Il n'est pas question, ici, de refaire ce procès. Il n'est même pas question de revenir sur la violence et la sidération que provoquèrent ces milliers de témoignages de survivants, contant, souvent dans la douleur mais avec une sorte de calme confondant, toute l'horreur de la fameuse "Solution Finale" dont Eichmann fut à la fois un des architectes tout autant qu'un des plus appliqués exécutants.

Pour comprendre - un peu - ce dont Christian Doumet, avec tout son art du mot, de la phrase, de l'image juste essaie de nous parler, il est bon de se replonger, pour quelques minutes (les dix premières de cette extrait du procès), dans ce moment qu'il essaie de décrypter (plus que d'expliquer à proprement parler. Car, d'explication totale, y en aura-t-il jamais ?) de cet écrivain juif d'origine polonaise, Yehiel Dinur, rescapé d'Auschwitz où il aura séjourné plusieurs mois avant la libération du camp (et qu'importe s'il n'y s'est trouvé que six ou sept paires de mois plutôt que deux années pleines, de son propre témoignage : l'indicible ne se mesure pas ainsi lorsque la mort veule peut y survenir à n'importe quel instant, sans raison, ni but). Ces quelques instants d'une rare intensité - songeons que le regard de ce survivant croisait, une fois de plus, celui de son bourreau -, l'écrivain de 52 ans signant  ses récits d'un Ka-Tzetnik ou Ka-Tzetenik 135633, en référence à son numéro de déporté, il faut les voir pour comprendre la profonde réflexion qui est ici donnée à lire : https://youtu.be/m3-tXyYhd5U

C'est donc dans ce silence total de l'évanouissement d'un de ses doublement semblable - être infiniment humain & écrivain - Christian Doumet cherche à creuser le sillon lugubre et douloureux auquel nous invite le témoin de cette fameuse "banalité du mal", par delà les décennies, qu'il tente, sans aucune espèce de certitude définitive, sans a priori ni force autre que celle de qui tâche, à son tour, de porter témoignage de ce qu'il ressent au plus profond de son être et de son verbe, au visionnage de ce moment minuscule et immense, violent au-delà de toute violence et pourtant tellement peu face à la monstruosité du Crime commis quelques années auparavant.

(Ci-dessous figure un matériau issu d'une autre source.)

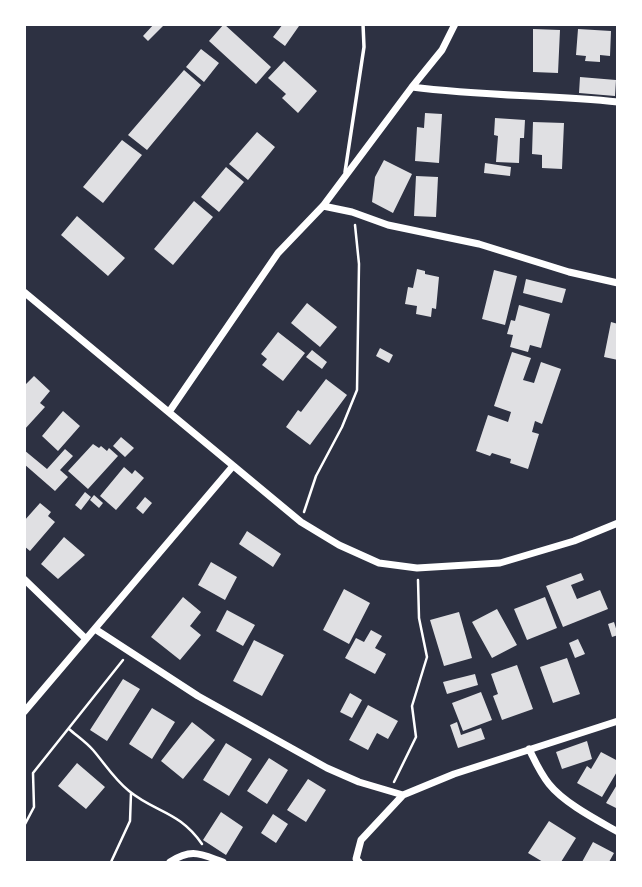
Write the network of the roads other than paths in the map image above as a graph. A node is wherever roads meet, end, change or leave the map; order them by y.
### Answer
1 (363, 24) edge
2 (455, 24) edge
3 (412, 87) junction
4 (618, 102) edge
5 (344, 178) junction
6 (323, 206) junction
7 (618, 284) edge
8 (24, 292) edge
9 (169, 412) junction
10 (233, 466) junction
11 (618, 523) edge
12 (24, 579) edge
13 (95, 629) junction
14 (86, 639) junction
15 (24, 712) edge
16 (618, 721) edge
17 (529, 749) junction
18 (403, 795) junction
19 (618, 832) edge
20 (358, 861) edge
21 (170, 863) edge
22 (223, 863) edge
23 (347, 863) edge

1 - 5 lane
2 - 3 street
3 - 4 street
3 - 5 street
5 - 6 street
6 - 7 street
6 - 9 street
8 - 9 street
9 - 10 street
10 - 11 street
10 - 13 street
12 - 14 street
13 - 14 street
13 - 18 street
14 - 15 street
16 - 17 street
17 - 18 street
17 - 19 street
18 - 20 street
20 - 23 street
21 - 22 street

« Je ne suis pas comme un écrivain, prévient Yehiel Dinur au début de sa déposition. Ce que j'écris est une chronique de la planète Auschwitz. » Il poursuit : « Cette planète des cendres, Auschwitz, se situe en face de notre planète Terre, et l'influence. ». Cette évocation d'une planète de cendre juste en face de la nôtre, c'est celle de ce corps retombant en silence face à l'impeccable fonctionnaire du mal que Christian Doumet, convoquant tour à tour la lucidité d'un Maurice Blanchot, l'esprit visionnaire d'un Franz Kafka ou encore le témoignage tellement poignant d'un Primo Levi, examine au plus juste, avec une intelligence et une modestie rares.

Yehiel Dinur ne reviendra jamais témoigner, après s'être remis de son évanouissement. Comme si la parole n'était ni suffisante ni plus nécessaire après que le corps ait engagé son ultime message, face au monstre, face à ceux qui voulaient savoir, face à l'éternité sidérée.

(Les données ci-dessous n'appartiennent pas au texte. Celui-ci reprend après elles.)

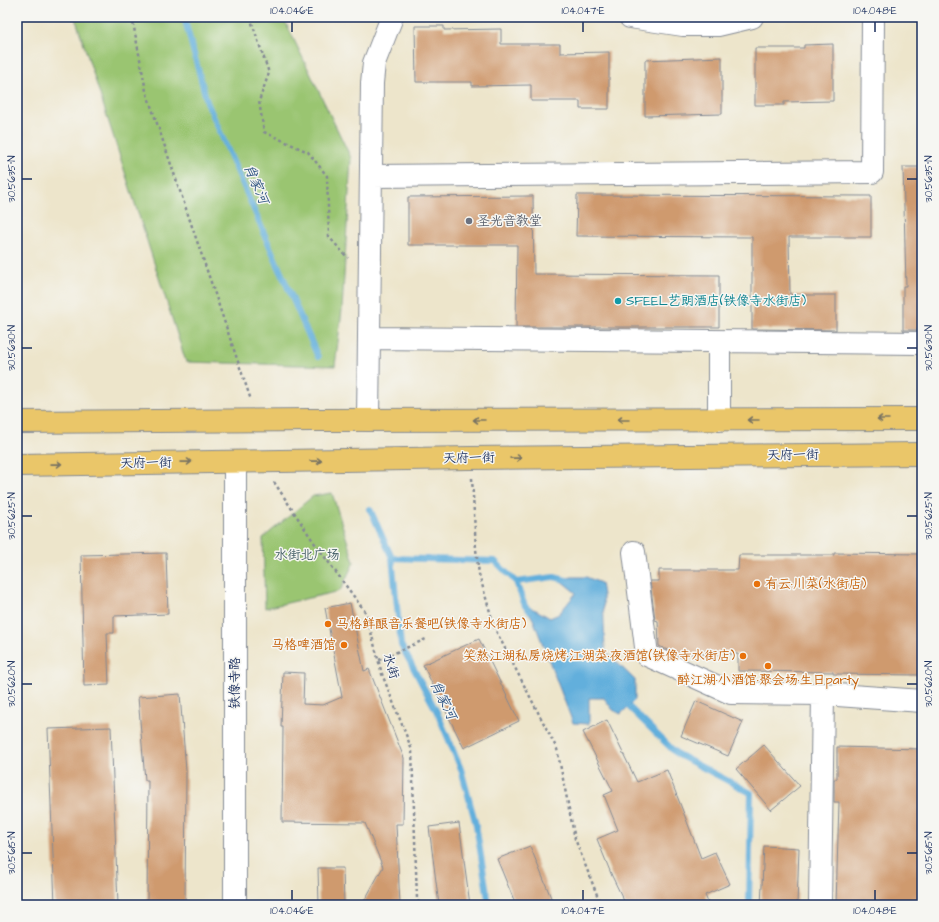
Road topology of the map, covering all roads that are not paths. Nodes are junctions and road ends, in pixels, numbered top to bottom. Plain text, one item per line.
1 (392, 17) edge
2 (630, 17) edge
3 (752, 17) edge
4 (872, 17) edge
5 (372, 176) junction
6 (369, 338) junction
7 (719, 342) junction
8 (922, 343) edge
9 (922, 419) edge
10 (368, 420) junction
11 (719, 420) junction
12 (17, 422) edge
13 (922, 454) edge
14 (235, 462) junction
15 (17, 465) edge
16 (634, 552) dead end
17 (823, 694) junction
18 (922, 701) edge
19 (236, 905) edge
20 (820, 905) edge

1 - 5 street
2 - 3 street
4 - 5 street
5 - 6 street
6 - 7 street
6 - 10 street
7 - 8 street
7 - 11 street
9 -> 11 main road
11 -> 10 main road
10 - 12 main road
14 -> 13 main road, 天府一街
15 -> 14 main road, 天府一街
14 - 19 street, 铁像寺路
16 - 17 street
17 - 18 street
17 - 20 street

Un texte fort, profond, posant plus de questions qu'il ne prétend apporter de réponse. Et d'approcher un peu de ce que pu être le sens d'une existence vouée à l'extermination proche par la volonté démesurément délirante et abjecte d'une poignée d'individus éperdus de folie furieuse. Un de ces ouvrages à reprendre plus d'une fois.